I'm in the office by 9a.m. There is a rather strange "message to customers" on the Intranet that suggests how staff should respond to questions from customers in branches. "Does this mean I have to have my pension in Scottish florins", that sort of thing. Well, slightly more sensible but not exactly informative. I read it as admitting defeat, but it is not clear and does not mention the take-over explicitly at all. Later on in the morning word gets out of an internal BoS message to staff that accepts defeat, saying it was close but acknowledging RBS have won. I speak to Jane on the phone to get the latest from Teletext. At one stage, she says hang on, she can hear then saying "Westminster" on the news. She is back quickly - it is Westminster Hospital running out of beds!
I give out bonus letters to my staff. At least we got that sorted and out of the way in time. Finally, as I expected, I get the summons to a Leadership Team meeting in the Lothbury canteen at 5'o'clock. As I haven't had my personal bonus letter yet, I get there early and drop in on Richard Delbridge, who luckily is there. "You better open it now in case you're not happy!"

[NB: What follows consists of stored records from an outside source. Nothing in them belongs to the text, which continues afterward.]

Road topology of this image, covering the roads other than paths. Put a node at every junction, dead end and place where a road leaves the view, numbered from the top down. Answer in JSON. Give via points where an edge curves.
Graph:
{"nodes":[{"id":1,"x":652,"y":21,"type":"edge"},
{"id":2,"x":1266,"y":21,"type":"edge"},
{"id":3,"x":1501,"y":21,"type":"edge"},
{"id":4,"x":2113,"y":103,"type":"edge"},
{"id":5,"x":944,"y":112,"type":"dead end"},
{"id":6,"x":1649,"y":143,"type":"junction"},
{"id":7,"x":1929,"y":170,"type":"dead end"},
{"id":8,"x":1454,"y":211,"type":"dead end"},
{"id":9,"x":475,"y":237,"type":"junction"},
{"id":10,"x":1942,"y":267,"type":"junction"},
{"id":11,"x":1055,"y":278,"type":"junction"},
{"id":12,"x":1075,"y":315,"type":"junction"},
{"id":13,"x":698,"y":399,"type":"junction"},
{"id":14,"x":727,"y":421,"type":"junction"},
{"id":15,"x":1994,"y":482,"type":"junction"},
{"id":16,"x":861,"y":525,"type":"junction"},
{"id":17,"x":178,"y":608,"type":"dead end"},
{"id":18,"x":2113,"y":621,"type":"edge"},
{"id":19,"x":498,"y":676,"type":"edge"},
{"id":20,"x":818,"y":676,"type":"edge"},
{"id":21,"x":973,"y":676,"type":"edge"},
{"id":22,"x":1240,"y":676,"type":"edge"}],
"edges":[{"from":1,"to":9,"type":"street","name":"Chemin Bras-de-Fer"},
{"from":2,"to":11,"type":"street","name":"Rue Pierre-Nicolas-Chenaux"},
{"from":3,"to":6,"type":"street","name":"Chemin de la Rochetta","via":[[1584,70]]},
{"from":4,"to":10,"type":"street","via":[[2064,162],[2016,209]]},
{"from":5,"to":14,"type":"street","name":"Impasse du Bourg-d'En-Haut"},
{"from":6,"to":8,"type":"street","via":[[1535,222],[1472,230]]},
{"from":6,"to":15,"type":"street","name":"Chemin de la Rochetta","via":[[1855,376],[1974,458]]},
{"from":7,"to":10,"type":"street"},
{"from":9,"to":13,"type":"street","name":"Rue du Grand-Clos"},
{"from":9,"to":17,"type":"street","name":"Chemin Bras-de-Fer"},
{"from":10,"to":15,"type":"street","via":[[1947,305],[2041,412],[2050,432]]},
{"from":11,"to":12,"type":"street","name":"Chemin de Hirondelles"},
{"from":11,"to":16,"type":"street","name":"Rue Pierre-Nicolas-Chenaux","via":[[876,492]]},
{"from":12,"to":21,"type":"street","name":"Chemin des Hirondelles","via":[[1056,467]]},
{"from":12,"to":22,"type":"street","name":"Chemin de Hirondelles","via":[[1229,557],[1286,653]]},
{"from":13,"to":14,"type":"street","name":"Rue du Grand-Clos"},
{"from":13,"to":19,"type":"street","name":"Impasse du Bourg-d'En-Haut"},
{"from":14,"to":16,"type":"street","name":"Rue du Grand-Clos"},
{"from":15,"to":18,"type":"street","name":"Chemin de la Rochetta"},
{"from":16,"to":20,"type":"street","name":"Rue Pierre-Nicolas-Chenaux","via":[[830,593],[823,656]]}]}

But I am happy - it is more than last year, which I am very pleased about as the overall amount available is down. I thank him and ask him if he thinks he'll stay after the takeover. RBS want him, he says, which stacks up with some press comment and hints from RBS, but he's not sure. He is far from clear what exactly the role would be, and anyway, he has real doubts about whether RBS can now deliver what they have promised to the City in terms of cost and headcount reductions. But he reckons purchasing should be OK; they will have to rely on us to deliver a major chunk of the savings they need.
I tell him he should take a holiday and that I thought he looked exhausted the other week - although actually he looks better today. He hasn't had a holiday for almost a year. The problem is, he is a real workaholic and I think in a strange way relishes the fact that he hasn't had a break. I think he would find it very hard to give up work entirely- on the other hand, given everything he has been through at Midland, HSBC, and NatWest, I cannot see how he could summon up the motivation and energy to take on another hellishly difficult task now. And having spent three years here getting the finance function working more or less the way he wants it, I am sure he would not accept a role if he felt the RBS vision of Finance did not meet his own.
Richard and I wander up to the canteen, which is gradually filling up. Our lovely Comms Head arrives in the brightest lime-green jacket and jumper I have ever seen. "Thought we needed a bit of cheerfulness," she says, still smiling. Then she rushes off because the Chairman has just decided wine should be served after this get together and they can't find the keys to the cupboards. By five the place is packed. Sir David, Ron and Gordon Pell sit together- there is no stage, just three chairs and a microphone in front of a window, and the rest of us sitting at the small round canteen tables. If this is the death ofNatWest, it is an unprepossessing place for it to happen; we are going out with a whimper, not a bang.